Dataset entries
________________________

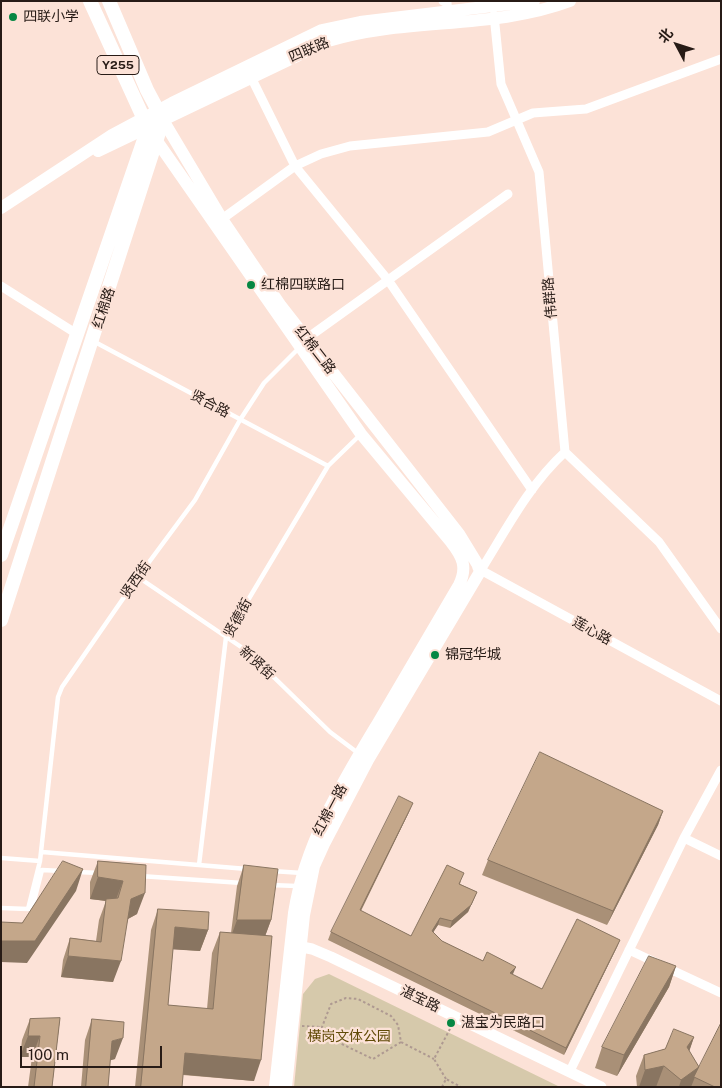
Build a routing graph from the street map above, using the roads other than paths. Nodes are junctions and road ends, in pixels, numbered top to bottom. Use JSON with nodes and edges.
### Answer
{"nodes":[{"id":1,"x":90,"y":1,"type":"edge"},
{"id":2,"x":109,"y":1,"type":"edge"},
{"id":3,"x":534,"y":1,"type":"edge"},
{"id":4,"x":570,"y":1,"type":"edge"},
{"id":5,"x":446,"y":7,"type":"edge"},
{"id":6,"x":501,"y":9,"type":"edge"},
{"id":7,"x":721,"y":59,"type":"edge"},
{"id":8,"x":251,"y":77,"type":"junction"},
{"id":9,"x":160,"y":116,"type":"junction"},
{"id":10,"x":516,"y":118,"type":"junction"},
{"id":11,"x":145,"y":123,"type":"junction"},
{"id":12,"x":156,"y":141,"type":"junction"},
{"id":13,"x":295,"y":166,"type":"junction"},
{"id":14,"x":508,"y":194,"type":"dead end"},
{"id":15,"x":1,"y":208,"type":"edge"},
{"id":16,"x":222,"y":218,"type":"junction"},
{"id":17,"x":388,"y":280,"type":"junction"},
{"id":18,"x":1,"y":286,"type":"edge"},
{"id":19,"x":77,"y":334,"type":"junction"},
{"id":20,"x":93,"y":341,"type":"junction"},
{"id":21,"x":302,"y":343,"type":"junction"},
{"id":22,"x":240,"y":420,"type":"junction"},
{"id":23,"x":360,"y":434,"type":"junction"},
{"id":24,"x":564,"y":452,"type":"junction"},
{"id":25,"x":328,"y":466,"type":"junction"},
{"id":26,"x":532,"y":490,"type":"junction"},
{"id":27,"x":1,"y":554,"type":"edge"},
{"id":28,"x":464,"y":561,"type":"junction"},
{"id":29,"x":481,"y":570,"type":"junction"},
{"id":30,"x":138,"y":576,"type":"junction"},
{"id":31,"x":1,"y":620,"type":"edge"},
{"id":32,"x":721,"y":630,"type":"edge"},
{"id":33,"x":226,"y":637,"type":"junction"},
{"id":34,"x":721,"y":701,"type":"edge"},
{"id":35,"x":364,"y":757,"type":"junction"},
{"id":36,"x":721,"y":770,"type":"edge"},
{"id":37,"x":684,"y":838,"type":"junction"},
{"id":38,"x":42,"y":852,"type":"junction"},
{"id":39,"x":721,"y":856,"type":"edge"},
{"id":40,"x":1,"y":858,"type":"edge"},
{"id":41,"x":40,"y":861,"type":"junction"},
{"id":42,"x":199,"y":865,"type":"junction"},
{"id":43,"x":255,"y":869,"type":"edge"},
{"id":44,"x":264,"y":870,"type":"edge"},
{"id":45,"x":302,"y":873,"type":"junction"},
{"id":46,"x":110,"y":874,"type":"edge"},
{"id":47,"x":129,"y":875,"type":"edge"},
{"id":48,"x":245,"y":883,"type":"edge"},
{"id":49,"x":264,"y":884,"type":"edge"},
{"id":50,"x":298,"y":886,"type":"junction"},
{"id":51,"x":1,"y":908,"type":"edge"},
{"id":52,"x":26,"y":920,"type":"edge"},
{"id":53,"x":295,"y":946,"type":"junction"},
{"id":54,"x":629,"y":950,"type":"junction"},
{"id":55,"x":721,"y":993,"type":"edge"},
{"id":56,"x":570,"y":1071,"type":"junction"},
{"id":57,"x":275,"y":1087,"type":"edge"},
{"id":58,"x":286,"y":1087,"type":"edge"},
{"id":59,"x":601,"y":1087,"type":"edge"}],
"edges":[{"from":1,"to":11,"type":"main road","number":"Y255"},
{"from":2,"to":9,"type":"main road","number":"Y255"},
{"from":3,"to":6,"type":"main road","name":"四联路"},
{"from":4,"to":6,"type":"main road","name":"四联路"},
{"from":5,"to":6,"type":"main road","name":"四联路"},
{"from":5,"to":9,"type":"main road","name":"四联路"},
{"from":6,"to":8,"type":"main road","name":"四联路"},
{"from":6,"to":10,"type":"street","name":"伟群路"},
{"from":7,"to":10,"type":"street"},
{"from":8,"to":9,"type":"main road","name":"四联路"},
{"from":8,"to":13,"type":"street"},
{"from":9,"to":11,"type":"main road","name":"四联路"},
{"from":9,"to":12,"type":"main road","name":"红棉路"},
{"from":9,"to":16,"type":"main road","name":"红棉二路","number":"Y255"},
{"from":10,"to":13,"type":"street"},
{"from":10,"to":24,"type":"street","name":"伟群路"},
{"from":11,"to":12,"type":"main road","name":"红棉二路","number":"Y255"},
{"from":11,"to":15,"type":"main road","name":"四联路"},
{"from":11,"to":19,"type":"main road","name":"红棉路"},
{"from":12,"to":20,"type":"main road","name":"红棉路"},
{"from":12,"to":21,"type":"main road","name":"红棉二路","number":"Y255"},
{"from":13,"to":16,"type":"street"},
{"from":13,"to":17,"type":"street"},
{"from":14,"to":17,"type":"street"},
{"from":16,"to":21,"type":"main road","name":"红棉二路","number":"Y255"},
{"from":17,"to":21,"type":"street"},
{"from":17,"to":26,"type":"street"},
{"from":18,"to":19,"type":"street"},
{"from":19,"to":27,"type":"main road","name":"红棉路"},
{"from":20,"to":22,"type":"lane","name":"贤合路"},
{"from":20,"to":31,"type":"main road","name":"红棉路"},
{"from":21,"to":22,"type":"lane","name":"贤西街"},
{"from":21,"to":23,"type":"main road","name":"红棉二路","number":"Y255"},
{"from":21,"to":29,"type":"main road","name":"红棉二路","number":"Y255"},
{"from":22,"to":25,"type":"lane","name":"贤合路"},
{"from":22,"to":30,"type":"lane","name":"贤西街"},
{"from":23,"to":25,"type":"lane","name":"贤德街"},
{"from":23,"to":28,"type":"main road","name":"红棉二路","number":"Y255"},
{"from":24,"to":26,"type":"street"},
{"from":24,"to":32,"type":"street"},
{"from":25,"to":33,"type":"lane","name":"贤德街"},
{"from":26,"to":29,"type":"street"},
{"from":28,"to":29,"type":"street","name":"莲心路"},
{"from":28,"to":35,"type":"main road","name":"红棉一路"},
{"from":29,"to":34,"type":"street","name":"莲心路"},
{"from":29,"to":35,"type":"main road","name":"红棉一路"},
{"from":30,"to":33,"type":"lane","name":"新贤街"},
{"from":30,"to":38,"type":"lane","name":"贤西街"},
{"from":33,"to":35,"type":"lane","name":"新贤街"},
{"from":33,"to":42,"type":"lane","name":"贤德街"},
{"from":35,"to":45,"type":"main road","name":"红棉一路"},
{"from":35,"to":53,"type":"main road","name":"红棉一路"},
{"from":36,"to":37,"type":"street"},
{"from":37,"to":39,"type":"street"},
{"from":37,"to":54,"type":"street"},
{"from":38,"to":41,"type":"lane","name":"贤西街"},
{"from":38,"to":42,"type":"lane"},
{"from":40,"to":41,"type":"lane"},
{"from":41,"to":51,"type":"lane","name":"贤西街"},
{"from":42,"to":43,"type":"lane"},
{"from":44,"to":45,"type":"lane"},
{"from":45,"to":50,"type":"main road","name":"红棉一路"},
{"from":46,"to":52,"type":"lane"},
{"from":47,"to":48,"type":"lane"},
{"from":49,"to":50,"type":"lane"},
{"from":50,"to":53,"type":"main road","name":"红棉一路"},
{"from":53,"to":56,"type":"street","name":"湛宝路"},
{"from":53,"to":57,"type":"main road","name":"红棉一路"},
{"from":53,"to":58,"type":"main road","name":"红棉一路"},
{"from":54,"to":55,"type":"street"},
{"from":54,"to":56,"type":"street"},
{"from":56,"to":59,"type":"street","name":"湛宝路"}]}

________________________

#### [Activity]
Return all records above verbatim without their pictures.

#### [Output for this task]
Build a routing graph from the street map above, using the roads other than paths. Nodes are junctions and road ends, in pixels, numbered top to bottom. Use JSON with nodes and edges.
### Answer
{"nodes":[{"id":1,"x":90,"y":1,"type":"edge"},
{"id":2,"x":109,"y":1,"type":"edge"},
{"id":3,"x":534,"y":1,"type":"edge"},
{"id":4,"x":570,"y":1,"type":"edge"},
{"id":5,"x":446,"y":7,"type":"edge"},
{"id":6,"x":501,"y":9,"type":"edge"},
{"id":7,"x":721,"y":59,"type":"edge"},
{"id":8,"x":251,"y":77,"type":"junction"},
{"id":9,"x":160,"y":116,"type":"junction"},
{"id":10,"x":516,"y":118,"type":"junction"},
{"id":11,"x":145,"y":123,"type":"junction"},
{"id":12,"x":156,"y":141,"type":"junction"},
{"id":13,"x":295,"y":166,"type":"junction"},
{"id":14,"x":508,"y":194,"type":"dead end"},
{"id":15,"x":1,"y":208,"type":"edge"},
{"id":16,"x":222,"y":218,"type":"junction"},
{"id":17,"x":388,"y":280,"type":"junction"},
{"id":18,"x":1,"y":286,"type":"edge"},
{"id":19,"x":77,"y":334,"type":"junction"},
{"id":20,"x":93,"y":341,"type":"junction"},
{"id":21,"x":302,"y":343,"type":"junction"},
{"id":22,"x":240,"y":420,"type":"junction"},
{"id":23,"x":360,"y":434,"type":"junction"},
{"id":24,"x":564,"y":452,"type":"junction"},
{"id":25,"x":328,"y":466,"type":"junction"},
{"id":26,"x":532,"y":490,"type":"junction"},
{"id":27,"x":1,"y":554,"type":"edge"},
{"id":28,"x":464,"y":561,"type":"junction"},
{"id":29,"x":481,"y":570,"type":"junction"},
{"id":30,"x":138,"y":576,"type":"junction"},
{"id":31,"x":1,"y":620,"type":"edge"},
{"id":32,"x":721,"y":630,"type":"edge"},
{"id":33,"x":226,"y":637,"type":"junction"},
{"id":34,"x":721,"y":701,"type":"edge"},
{"id":35,"x":364,"y":757,"type":"junction"},
{"id":36,"x":721,"y":770,"type":"edge"},
{"id":37,"x":684,"y":838,"type":"junction"},
{"id":38,"x":42,"y":852,"type":"junction"},
{"id":39,"x":721,"y":856,"type":"edge"},
{"id":40,"x":1,"y":858,"type":"edge"},
{"id":41,"x":40,"y":861,"type":"junction"},
{"id":42,"x":199,"y":865,"type":"junction"},
{"id":43,"x":255,"y":869,"type":"edge"},
{"id":44,"x":264,"y":870,"type":"edge"},
{"id":45,"x":302,"y":873,"type":"junction"},
{"id":46,"x":110,"y":874,"type":"edge"},
{"id":47,"x":129,"y":875,"type":"edge"},
{"id":48,"x":245,"y":883,"type":"edge"},
{"id":49,"x":264,"y":884,"type":"edge"},
{"id":50,"x":298,"y":886,"type":"junction"},
{"id":51,"x":1,"y":908,"type":"edge"},
{"id":52,"x":26,"y":920,"type":"edge"},
{"id":53,"x":295,"y":946,"type":"junction"},
{"id":54,"x":629,"y":950,"type":"junction"},
{"id":55,"x":721,"y":993,"type":"edge"},
{"id":56,"x":570,"y":1071,"type":"junction"},
{"id":57,"x":275,"y":1087,"type":"edge"},
{"id":58,"x":286,"y":1087,"type":"edge"},
{"id":59,"x":601,"y":1087,"type":"edge"}],
"edges":[{"from":1,"to":11,"type":"main road","number":"Y255"},
{"from":2,"to":9,"type":"main road","number":"Y255"},
{"from":3,"to":6,"type":"main road","name":"四联路"},
{"from":4,"to":6,"type":"main road","name":"四联路"},
{"from":5,"to":6,"type":"main road","name":"四联路"},
{"from":5,"to":9,"type":"main road","name":"四联路"},
{"from":6,"to":8,"type":"main road","name":"四联路"},
{"from":6,"to":10,"type":"street","name":"伟群路"},
{"from":7,"to":10,"type":"street"},
{"from":8,"to":9,"type":"main road","name":"四联路"},
{"from":8,"to":13,"type":"street"},
{"from":9,"to":11,"type":"main road","name":"四联路"},
{"from":9,"to":12,"type":"main road","name":"红棉路"},
{"from":9,"to":16,"type":"main road","name":"红棉二路","number":"Y255"},
{"from":10,"to":13,"type":"street"},
{"from":10,"to":24,"type":"street","name":"伟群路"},
{"from":11,"to":12,"type":"main road","name":"红棉二路","number":"Y255"},
{"from":11,"to":15,"type":"main road","name":"四联路"},
{"from":11,"to":19,"type":"main road","name":"红棉路"},
{"from":12,"to":20,"type":"main road","name":"红棉路"},
{"from":12,"to":21,"type":"main road","name":"红棉二路","number":"Y255"},
{"from":13,"to":16,"type":"street"},
{"from":13,"to":17,"type":"street"},
{"from":14,"to":17,"type":"street"},
{"from":16,"to":21,"type":"main road","name":"红棉二路","number":"Y255"},
{"from":17,"to":21,"type":"street"},
{"from":17,"to":26,"type":"street"},
{"from":18,"to":19,"type":"street"},
{"from":19,"to":27,"type":"main road","name":"红棉路"},
{"from":20,"to":22,"type":"lane","name":"贤合路"},
{"from":20,"to":31,"type":"main road","name":"红棉路"},
{"from":21,"to":22,"type":"lane","name":"贤西街"},
{"from":21,"to":23,"type":"main road","name":"红棉二路","number":"Y255"},
{"from":21,"to":29,"type":"main road","name":"红棉二路","number":"Y255"},
{"from":22,"to":25,"type":"lane","name":"贤合路"},
{"from":22,"to":30,"type":"lane","name":"贤西街"},
{"from":23,"to":25,"type":"lane","name":"贤德街"},
{"from":23,"to":28,"type":"main road","name":"红棉二路","number":"Y255"},
{"from":24,"to":26,"type":"street"},
{"from":24,"to":32,"type":"street"},
{"from":25,"to":33,"type":"lane","name":"贤德街"},
{"from":26,"to":29,"type":"street"},
{"from":28,"to":29,"type":"street","name":"莲心路"},
{"from":28,"to":35,"type":"main road","name":"红棉一路"},
{"from":29,"to":34,"type":"street","name":"莲心路"},
{"from":29,"to":35,"type":"main road","name":"红棉一路"},
{"from":30,"to":33,"type":"lane","name":"新贤街"},
{"from":30,"to":38,"type":"lane","name":"贤西街"},
{"from":33,"to":35,"type":"lane","name":"新贤街"},
{"from":33,"to":42,"type":"lane","name":"贤德街"},
{"from":35,"to":45,"type":"main road","name":"红棉一路"},
{"from":35,"to":53,"type":"main road","name":"红棉一路"},
{"from":36,"to":37,"type":"street"},
{"from":37,"to":39,"type":"street"},
{"from":37,"to":54,"type":"street"},
{"from":38,"to":41,"type":"lane","name":"贤西街"},
{"from":38,"to":42,"type":"lane"},
{"from":40,"to":41,"type":"lane"},
{"from":41,"to":51,"type":"lane","name":"贤西街"},
{"from":42,"to":43,"type":"lane"},
{"from":44,"to":45,"type":"lane"},
{"from":45,"to":50,"type":"main road","name":"红棉一路"},
{"from":46,"to":52,"type":"lane"},
{"from":47,"to":48,"type":"lane"},
{"from":49,"to":50,"type":"lane"},
{"from":50,"to":53,"type":"main road","name":"红棉一路"},
{"from":53,"to":56,"type":"street","name":"湛宝路"},
{"from":53,"to":57,"type":"main road","name":"红棉一路"},
{"from":53,"to":58,"type":"main road","name":"红棉一路"},
{"from":54,"to":55,"type":"street"},
{"from":54,"to":56,"type":"street"},
{"from":56,"to":59,"type":"street","name":"湛宝路"}]}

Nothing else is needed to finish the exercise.